It's been a busy few weeks for hail adjusters with some major storms moving through the Prairies leaving a trail of crop and property damage.
Scott McQueen, President of the Canadian Crop Hail Association says we may have had a slow start but in the last few weeks we've seen an increase in storm activity.
While McQueen didn't have total claim numbers available at the time of the interview, he notes in one week (July 25 - 31) they've had more than 1200 claims of crop damage reported between Alberta and Saskatchewan.
"In Saskatchewan, ranging from the Swift Current area, up into Rosetown, and then down the highway past Saskatoon, and into the Yorktown area, Kamsack and Canora.
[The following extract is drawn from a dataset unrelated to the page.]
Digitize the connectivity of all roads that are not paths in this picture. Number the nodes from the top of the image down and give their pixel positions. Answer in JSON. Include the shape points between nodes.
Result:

We've seen some pea to baseball sized hail in that Elrose, Beechy area."
Reports say a storm over the weekend (August 13) in the Kelvington area caused significant damage.
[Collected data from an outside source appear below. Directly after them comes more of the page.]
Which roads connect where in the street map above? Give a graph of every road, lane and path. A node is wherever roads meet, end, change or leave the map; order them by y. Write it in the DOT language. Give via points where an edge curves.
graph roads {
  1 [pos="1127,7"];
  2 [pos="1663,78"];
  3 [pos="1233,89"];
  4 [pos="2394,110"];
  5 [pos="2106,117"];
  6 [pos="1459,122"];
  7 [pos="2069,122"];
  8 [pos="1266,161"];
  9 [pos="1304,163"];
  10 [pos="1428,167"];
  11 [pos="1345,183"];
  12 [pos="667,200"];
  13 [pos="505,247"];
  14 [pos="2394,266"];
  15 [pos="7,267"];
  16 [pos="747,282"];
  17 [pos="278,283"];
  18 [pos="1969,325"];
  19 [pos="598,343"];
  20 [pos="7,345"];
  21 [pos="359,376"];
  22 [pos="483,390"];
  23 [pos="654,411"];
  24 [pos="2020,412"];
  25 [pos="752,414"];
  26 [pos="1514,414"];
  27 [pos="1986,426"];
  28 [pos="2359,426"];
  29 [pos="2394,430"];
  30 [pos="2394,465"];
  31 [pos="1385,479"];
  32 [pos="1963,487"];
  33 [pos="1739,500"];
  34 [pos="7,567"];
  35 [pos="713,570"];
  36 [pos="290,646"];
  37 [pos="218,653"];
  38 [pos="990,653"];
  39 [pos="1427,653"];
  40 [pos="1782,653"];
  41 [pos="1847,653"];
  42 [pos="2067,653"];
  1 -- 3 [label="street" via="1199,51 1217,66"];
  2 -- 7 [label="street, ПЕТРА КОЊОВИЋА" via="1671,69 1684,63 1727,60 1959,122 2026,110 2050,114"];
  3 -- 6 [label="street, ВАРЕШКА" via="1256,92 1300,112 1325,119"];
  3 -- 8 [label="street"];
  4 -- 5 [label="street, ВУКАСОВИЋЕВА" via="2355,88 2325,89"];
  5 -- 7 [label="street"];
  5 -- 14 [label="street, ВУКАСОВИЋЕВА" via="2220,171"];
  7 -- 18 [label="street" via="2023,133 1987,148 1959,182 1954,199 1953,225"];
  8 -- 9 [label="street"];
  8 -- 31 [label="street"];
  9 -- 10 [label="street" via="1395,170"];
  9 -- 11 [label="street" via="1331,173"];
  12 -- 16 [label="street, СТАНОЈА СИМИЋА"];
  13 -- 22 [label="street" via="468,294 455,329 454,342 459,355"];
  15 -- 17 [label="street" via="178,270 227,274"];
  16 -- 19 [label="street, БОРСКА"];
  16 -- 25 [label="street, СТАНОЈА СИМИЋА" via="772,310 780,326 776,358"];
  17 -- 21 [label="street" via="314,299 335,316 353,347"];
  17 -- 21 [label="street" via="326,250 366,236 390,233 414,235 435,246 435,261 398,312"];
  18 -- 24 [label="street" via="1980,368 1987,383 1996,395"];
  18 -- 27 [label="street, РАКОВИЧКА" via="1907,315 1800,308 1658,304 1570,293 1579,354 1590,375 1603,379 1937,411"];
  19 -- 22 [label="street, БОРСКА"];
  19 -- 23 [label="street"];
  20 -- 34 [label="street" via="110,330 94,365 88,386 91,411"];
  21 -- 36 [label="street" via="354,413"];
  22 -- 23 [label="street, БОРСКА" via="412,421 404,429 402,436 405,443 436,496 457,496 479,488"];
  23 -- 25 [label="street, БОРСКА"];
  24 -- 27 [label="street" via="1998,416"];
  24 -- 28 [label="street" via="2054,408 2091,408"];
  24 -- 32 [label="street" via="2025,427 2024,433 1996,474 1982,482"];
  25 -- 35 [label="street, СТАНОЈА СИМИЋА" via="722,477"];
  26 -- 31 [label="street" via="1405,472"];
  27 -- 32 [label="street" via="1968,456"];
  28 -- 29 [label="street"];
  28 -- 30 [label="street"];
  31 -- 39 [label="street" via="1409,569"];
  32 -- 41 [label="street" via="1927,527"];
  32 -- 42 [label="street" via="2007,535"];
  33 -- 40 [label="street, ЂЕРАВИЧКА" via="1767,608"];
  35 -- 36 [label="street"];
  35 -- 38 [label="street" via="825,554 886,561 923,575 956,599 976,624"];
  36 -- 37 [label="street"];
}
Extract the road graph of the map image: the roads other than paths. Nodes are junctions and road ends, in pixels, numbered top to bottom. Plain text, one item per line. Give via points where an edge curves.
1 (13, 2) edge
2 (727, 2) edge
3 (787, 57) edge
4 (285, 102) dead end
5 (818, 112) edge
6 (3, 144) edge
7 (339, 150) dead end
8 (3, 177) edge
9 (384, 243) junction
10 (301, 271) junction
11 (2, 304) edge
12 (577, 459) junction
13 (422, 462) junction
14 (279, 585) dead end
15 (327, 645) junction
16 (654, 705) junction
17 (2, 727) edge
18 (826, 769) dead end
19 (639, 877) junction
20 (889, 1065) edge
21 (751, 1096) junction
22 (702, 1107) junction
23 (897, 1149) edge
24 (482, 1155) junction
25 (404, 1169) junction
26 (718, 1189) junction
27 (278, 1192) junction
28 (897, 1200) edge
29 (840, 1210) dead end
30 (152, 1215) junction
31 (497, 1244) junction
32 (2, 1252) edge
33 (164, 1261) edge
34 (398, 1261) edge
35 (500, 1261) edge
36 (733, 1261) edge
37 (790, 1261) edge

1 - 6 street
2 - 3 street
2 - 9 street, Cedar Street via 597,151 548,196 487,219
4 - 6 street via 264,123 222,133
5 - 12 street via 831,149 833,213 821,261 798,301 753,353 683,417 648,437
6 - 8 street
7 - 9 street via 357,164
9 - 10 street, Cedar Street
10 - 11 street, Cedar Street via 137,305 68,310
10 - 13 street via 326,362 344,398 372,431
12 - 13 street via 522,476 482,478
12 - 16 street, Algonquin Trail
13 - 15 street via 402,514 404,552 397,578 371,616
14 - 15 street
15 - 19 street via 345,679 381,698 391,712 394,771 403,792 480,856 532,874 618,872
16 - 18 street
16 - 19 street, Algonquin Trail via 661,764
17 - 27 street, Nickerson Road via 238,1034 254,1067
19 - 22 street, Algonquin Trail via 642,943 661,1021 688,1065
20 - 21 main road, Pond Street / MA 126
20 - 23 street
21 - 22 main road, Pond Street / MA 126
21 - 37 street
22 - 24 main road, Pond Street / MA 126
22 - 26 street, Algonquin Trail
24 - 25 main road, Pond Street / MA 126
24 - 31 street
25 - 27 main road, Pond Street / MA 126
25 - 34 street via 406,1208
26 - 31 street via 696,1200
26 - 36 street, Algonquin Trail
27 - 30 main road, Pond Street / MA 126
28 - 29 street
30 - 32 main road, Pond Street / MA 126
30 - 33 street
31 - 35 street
Damage in that storm resulted in significant crop damage, as well as damage to trees, vehicles, sheds, barns and grain bins.
McQueen says he's heard about the storm but those claim numbers will be reflected in the next report.
Significant damage has also been reported by CCHA member agencies in Alberta with damage being reported in a variety of crops and over a wide swath of the province.
He adds Alberta has had three or four storms over the last month that have produced severe damage to crops.
"That Innisfail/Penhold storm was kind of splattered all over the news. Larger than baseball sized hail damaging cars, machinery and buildings, which in turn also causes severe damage to crops. So that storm played some significant damage for us. We also had a storm August 1st that sort of rolled through Medicine Hat, down the highway to Seven Persons, Bow Island and continued into Saskatchewan. So that one also producing abnormally large sized hail, some baseball and bigger, obviously causing severe damage to both to farmers crops, buildings and machinery."
He says as the year goes on it doesn't take much of a hail storm to damage crops.
"We have seen some complete crop devastation throughout July and early August."
CCHA companies are reporting they are still on time when it comes to assessing the damage.
McQueen notes if you are harvesting your crops, please leave adequate test strips for your adjuster. If you are not sure what to leave, give your insurance provider a call and they will help you out.